Map of Sequential B Cell Epitopes of the HIV-1 Transmembrane Protein Using Human Antibodies as Probe

Abstract

Antibodies of individuals infected with the human immunodeficiency virus type 1 (HIV-1) were used to probe the antigenicity of the HIV-1 transmembrane protein of 41 kD (gp41) by antibody-reactive peptide scanning (Pepscan). Eleven distinct sequential antibody-binding sites were defined by testing reactivity to 339 overlapping nonapeptides spanning the complete gp41 amino acid sequence. Such analysis only maps continuous antibody-binding sites of nine amino acids in length and does not identify putative discontinuous or assembled epitopes. Three B cell epitopes (aa 609–622; aa 655–699; aa 664–681) at the amino-terminal border of the putative transmembrane anchor and two (aa 732–748; aa 744–762) at the carboxyl-terminal border of this domain were the most antigenic.

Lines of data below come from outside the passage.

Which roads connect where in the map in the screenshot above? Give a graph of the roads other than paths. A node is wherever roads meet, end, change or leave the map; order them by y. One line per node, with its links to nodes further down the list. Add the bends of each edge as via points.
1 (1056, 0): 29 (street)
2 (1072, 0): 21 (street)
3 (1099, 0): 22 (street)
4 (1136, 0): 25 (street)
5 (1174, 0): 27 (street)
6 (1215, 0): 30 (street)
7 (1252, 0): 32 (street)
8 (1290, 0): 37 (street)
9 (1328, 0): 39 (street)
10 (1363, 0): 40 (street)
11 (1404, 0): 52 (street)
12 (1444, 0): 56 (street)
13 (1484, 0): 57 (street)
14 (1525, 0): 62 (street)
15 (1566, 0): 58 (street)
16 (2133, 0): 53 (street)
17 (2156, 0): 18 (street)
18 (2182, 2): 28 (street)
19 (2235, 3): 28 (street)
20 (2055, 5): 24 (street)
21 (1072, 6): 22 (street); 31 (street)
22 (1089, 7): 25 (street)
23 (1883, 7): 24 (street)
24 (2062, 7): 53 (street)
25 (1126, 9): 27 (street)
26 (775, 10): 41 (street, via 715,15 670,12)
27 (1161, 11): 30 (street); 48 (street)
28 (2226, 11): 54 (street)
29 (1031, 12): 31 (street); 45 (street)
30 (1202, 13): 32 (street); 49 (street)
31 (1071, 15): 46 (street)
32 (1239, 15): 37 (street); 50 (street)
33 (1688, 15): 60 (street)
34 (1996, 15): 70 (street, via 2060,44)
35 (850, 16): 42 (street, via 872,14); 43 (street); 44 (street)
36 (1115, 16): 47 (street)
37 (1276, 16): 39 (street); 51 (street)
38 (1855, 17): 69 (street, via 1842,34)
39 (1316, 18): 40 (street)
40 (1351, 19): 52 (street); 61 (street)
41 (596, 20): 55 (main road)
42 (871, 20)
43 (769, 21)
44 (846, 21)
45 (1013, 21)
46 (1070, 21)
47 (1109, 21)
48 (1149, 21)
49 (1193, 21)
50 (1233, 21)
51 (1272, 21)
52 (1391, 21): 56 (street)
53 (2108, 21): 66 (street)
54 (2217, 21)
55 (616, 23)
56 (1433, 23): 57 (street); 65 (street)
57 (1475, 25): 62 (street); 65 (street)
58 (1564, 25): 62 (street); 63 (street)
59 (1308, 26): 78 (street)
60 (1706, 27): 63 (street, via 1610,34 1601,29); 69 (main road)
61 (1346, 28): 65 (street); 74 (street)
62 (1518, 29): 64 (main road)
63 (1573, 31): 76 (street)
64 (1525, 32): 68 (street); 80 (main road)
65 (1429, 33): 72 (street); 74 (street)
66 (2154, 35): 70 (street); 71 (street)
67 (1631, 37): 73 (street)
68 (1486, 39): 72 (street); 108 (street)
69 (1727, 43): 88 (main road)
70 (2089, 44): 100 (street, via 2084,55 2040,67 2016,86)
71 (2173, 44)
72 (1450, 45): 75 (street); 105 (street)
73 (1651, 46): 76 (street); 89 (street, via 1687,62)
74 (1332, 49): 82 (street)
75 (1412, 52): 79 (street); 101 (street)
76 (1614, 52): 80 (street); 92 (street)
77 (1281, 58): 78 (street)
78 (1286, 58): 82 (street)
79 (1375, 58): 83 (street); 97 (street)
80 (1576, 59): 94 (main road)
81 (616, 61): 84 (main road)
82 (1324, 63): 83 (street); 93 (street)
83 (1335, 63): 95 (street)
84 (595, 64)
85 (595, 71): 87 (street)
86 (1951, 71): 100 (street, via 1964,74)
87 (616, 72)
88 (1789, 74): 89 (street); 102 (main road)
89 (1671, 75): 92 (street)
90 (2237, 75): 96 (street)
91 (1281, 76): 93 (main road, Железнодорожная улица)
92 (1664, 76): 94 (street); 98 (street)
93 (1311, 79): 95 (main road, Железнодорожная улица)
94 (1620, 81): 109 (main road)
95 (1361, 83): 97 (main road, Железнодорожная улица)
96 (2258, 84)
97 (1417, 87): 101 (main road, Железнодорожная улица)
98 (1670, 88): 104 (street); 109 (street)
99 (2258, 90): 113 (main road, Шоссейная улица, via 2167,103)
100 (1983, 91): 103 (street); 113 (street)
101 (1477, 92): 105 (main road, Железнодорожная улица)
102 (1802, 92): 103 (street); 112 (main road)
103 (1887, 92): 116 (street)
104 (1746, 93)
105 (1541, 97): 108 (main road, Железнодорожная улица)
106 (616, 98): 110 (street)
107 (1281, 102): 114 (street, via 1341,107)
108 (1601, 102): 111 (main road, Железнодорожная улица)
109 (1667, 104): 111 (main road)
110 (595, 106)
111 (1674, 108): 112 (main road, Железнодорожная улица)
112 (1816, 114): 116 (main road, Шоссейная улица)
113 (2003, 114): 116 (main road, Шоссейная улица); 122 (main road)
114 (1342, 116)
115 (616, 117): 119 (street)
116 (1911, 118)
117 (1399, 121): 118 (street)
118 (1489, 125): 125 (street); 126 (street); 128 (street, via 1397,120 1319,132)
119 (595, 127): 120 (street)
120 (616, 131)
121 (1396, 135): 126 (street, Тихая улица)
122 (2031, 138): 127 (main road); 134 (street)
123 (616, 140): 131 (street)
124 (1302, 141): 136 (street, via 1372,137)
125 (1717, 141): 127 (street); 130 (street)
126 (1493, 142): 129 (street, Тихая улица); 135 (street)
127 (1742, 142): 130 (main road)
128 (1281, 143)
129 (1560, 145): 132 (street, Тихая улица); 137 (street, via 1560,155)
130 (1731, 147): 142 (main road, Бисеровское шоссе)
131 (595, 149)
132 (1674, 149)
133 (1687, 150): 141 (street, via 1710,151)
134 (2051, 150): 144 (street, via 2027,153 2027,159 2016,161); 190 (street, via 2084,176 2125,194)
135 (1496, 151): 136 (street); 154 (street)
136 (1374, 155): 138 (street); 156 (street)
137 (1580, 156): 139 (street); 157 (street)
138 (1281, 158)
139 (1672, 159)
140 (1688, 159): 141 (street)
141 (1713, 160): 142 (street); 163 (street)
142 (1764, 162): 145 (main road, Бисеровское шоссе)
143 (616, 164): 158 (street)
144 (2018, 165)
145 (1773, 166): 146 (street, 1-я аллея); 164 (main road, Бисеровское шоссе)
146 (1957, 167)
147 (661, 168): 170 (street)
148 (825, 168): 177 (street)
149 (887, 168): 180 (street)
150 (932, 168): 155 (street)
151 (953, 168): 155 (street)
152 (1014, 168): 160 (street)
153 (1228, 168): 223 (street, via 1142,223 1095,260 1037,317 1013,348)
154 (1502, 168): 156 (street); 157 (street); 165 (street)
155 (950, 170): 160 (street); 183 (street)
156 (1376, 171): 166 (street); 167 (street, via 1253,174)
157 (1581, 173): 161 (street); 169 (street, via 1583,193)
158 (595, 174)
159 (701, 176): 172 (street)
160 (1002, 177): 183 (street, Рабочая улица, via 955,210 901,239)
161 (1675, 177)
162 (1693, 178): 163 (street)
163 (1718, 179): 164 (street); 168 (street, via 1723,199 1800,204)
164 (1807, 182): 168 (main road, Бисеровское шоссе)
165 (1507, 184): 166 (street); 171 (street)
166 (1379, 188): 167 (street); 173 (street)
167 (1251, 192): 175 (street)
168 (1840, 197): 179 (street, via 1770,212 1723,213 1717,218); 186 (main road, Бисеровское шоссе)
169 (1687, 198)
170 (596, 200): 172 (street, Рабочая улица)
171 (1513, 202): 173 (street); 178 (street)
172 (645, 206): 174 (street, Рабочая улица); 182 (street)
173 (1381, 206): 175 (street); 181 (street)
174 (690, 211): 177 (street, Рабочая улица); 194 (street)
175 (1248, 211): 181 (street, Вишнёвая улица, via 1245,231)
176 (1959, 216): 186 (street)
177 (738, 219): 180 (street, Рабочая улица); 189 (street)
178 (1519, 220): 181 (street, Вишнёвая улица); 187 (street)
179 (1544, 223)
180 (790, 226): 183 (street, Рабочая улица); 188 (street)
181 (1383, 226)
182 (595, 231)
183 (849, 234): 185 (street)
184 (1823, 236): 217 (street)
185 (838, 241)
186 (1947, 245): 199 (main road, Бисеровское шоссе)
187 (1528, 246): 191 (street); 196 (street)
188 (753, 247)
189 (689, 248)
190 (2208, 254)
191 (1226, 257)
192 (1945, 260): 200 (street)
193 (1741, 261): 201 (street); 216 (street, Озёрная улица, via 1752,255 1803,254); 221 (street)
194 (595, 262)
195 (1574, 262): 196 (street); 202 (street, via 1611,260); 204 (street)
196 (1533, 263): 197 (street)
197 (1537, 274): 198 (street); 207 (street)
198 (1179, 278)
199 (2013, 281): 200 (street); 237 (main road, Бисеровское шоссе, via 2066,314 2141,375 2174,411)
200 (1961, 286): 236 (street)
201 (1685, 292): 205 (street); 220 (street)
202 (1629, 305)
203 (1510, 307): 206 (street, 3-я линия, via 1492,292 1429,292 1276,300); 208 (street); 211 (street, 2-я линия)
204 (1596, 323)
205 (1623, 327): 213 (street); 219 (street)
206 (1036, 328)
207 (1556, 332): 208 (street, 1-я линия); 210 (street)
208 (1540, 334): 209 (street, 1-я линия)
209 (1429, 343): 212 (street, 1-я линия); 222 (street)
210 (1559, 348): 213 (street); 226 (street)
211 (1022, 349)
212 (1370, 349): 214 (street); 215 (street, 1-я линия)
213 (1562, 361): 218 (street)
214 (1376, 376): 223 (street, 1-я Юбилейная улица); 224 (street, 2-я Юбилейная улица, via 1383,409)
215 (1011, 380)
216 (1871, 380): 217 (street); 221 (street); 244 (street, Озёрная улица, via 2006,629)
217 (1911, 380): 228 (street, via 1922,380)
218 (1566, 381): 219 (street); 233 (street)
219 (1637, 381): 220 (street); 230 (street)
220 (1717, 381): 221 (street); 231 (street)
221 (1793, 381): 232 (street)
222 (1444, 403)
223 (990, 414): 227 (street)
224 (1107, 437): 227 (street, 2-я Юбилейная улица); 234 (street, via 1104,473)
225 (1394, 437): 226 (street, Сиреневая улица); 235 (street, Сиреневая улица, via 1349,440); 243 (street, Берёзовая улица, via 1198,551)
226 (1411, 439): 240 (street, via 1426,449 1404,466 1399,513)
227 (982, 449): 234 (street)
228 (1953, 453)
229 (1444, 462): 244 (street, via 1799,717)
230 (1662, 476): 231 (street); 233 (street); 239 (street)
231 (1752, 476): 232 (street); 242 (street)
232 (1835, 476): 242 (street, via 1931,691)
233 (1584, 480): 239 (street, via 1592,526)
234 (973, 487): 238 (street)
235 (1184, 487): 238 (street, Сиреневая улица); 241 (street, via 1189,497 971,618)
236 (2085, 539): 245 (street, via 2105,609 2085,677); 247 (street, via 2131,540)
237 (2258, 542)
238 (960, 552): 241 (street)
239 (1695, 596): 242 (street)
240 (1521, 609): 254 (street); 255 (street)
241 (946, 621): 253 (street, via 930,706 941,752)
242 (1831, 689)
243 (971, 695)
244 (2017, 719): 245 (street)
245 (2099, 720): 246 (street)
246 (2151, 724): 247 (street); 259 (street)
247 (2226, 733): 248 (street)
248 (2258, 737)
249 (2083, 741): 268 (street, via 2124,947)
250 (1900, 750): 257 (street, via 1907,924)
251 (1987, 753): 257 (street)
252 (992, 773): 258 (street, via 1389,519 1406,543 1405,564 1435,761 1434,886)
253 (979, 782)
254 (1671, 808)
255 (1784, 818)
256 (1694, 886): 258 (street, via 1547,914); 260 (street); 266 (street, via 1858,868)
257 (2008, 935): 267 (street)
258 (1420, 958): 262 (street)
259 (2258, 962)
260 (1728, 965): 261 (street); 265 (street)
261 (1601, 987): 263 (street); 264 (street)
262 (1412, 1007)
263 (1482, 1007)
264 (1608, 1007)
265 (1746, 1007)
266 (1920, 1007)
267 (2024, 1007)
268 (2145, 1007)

One antibody-binding domain (aa 834–852) with four amino acids homologous to the beta-1 domain of HLA class II beta-chain was recognized by the serum in 1 of 4 AIDS patients tested and not by any of the eight sera from symptom-free individuals. Although functional domains of gp41 involved in virus replication, cytopathicity and possibly immunosuppression were shown to bind antibodies of HIV-1-infected individuals, no relationship between antibody recognition patterns and disease progression was apparent.